Neutron-activated biodegradable samarium-153 acetylacetonate-poly-L-lactic acid microspheres for intraarterial radioembolization of hepatic tumors

BACKGROUND: Liver cancer is the 6(th) most common cancer in the world and the 4(th) most common death from cancer worldwide. Hepatic radioembolization is a minimally invasive treatment involving intraarterial administration of radioembolic microspheres. AIM: To develop a neutron-activated, biodegradable and theranostics samarium-153 acetylacetonate ((153)SmAcAc)-poly-L-lactic acid (PLLA) microsphere for intraarterial radioembolization of hepatic tumors. METHODS: Microspheres with different concentrations of (152)SmAcAc (i.e., 100%, 150%, 175% and 200% w/w) were prepared by solvent evaporation method. The microspheres were then activated using a nuclear reactor in a neutron flux of 2 × 10(12) n/cm(2)/s(1), converting (152)Sm to Samarium-153 ((153)Sm) via (152)Sm (n, γ) (153)Sm reaction. The SmAcAc-PLLA microspheres before and after neutron activation were characterized using scanning electron microscope, energy dispersive X-ray spectroscopy, particle size analysis, Fourier transform infrared spectroscopy, thermo-gravimetric analysis and gamma spectroscopy.
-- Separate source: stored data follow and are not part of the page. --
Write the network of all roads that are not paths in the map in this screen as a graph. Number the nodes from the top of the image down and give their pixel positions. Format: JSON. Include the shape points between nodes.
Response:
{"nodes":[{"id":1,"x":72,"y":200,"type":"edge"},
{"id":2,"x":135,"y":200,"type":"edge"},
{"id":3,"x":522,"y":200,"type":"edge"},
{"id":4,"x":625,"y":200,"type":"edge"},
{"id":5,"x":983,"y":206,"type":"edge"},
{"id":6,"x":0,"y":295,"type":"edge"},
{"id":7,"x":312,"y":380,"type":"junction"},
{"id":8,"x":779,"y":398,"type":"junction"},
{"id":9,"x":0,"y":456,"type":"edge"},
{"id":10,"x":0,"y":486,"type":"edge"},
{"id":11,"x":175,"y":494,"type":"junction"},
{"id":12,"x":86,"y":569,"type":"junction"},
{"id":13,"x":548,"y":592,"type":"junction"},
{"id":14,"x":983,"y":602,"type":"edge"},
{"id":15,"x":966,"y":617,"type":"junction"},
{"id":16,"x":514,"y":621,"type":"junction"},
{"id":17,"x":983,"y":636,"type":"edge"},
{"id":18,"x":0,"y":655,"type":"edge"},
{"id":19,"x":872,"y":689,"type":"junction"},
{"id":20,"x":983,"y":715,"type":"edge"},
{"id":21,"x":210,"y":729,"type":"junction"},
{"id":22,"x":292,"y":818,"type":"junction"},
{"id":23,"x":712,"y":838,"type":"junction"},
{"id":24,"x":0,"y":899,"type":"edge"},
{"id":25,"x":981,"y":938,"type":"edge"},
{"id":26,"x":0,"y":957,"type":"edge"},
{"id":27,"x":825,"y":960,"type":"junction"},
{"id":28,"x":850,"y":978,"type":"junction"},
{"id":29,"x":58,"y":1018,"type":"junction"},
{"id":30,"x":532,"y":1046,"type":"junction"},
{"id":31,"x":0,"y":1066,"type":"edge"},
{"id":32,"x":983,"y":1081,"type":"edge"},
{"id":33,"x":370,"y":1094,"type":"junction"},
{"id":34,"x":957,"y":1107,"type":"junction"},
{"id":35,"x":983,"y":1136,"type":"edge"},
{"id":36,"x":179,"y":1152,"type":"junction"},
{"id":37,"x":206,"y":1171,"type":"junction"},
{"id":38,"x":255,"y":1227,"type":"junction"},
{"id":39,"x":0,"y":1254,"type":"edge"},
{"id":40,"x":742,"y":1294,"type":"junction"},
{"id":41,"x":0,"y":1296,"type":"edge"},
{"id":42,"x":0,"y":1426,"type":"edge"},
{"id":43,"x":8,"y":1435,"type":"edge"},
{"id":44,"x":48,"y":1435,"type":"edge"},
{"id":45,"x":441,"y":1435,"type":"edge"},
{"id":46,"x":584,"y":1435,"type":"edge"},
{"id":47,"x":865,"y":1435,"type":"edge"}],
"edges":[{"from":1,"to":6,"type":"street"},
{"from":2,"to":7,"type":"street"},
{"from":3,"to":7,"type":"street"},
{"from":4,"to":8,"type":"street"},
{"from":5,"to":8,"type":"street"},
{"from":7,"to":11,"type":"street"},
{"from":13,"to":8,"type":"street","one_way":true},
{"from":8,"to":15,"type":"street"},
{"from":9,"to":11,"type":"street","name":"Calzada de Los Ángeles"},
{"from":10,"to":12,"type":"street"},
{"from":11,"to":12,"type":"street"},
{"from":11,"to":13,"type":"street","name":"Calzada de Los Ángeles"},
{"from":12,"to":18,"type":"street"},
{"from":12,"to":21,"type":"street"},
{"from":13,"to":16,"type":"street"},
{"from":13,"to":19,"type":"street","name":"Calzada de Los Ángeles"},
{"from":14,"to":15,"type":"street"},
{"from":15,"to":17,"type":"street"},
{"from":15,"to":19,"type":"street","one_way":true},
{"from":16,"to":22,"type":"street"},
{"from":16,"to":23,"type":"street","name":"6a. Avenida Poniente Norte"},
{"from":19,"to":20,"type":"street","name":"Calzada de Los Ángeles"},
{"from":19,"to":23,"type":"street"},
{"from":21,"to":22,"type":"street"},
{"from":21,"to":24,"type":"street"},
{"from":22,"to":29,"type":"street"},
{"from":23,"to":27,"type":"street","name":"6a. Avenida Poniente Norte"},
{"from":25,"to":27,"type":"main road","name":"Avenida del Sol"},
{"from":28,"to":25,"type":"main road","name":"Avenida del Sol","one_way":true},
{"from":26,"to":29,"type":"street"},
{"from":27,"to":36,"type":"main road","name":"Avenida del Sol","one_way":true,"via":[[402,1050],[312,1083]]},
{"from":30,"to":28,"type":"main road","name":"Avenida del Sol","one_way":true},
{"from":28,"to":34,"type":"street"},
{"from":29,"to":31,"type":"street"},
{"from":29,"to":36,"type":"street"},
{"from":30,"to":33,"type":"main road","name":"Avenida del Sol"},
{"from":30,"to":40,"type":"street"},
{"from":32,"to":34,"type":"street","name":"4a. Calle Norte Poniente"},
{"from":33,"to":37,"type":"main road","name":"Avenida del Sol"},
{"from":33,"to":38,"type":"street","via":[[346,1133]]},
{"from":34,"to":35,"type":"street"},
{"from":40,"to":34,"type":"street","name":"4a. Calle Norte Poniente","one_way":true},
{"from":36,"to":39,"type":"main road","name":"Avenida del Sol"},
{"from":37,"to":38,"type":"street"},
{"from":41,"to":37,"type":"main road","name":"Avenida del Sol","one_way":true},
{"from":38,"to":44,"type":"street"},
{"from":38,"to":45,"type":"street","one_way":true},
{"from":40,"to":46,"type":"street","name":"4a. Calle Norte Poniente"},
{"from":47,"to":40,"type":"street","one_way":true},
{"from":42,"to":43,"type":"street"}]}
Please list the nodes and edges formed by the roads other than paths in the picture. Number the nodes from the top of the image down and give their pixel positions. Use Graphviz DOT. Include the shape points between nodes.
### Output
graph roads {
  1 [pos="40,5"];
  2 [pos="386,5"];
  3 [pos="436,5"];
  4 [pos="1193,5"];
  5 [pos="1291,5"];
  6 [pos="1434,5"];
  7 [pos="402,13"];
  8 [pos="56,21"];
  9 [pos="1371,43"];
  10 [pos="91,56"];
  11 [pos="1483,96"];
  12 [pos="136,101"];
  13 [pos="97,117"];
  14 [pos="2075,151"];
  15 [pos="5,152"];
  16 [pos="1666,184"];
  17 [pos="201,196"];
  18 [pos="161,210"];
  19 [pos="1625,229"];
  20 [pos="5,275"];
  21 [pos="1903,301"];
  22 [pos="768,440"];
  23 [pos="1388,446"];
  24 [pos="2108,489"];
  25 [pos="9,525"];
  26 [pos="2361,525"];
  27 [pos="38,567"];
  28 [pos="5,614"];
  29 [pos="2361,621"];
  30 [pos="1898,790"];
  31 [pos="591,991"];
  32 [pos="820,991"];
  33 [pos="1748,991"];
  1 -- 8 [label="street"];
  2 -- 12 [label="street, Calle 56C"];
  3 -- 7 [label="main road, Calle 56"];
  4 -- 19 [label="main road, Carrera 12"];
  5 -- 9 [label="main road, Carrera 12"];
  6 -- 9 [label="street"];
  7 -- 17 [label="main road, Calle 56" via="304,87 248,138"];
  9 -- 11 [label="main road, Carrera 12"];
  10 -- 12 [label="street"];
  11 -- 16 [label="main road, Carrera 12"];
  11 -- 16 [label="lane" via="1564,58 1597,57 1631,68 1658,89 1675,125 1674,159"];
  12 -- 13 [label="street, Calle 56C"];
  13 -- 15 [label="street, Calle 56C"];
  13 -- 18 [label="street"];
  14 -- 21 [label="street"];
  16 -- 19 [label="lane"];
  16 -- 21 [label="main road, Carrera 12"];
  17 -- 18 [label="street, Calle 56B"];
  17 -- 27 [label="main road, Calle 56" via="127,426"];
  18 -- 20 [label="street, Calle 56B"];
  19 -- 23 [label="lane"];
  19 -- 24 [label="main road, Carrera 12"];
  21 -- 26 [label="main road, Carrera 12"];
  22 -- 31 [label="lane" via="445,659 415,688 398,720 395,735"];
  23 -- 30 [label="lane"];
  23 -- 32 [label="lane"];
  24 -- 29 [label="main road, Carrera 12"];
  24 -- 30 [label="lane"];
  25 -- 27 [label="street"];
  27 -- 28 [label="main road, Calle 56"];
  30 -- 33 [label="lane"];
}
The in-vitro radiolabeling efficiency was also tested in both 0.9% sodium chloride solution and human blood plasma over a duration of 550 h. RESULTS: The SmAcAc-PLLA microspheres with different SmAcAc contents remained spherical before and after neutron activation. The mean diameter of the microspheres was about 35 µm. Specific activity achieved for (153)SmAcAc-PLLA microspheres with 100%, 150%, 175% and 200% (w/w) SmAcAc after 3 h neutron activation were 1.7 ± 0.05, 2.5 ± 0.05, 2.7 ± 0.07, and 2.8 ± 0.09 GBq/g, respectively. The activity of per microspheres were determined as 48.36 ± 1.33, 74.10 ± 1.65, 97.87 ± 2.48, and 109.83 ± 3.71 Bq for (153)SmAcAc-PLLA microspheres with 100%, 150%, 175% and 200% (w/w) SmAcAc. The energy dispersive X-ray and gamma spectrometry showed that no elemental and radioactive impurities present in the microspheres after neutron activation. Retention efficiency of (153)Sm in the SmAcAc-PLLA microspheres was excellent (approximately 99%) in both 0.9% sodium chloride solution and human blood plasma over a duration of 550 h. CONCLUSION: The (153)SmAcAc-PLLA microsphere is potentially useful for hepatic radioembolization due to their biodegradability, favorable physicochemical characteristics and excellent radiolabeling efficiency. The synthesis of the formulation does not involve ionizing radiation and hence reducing the complication and cost of production.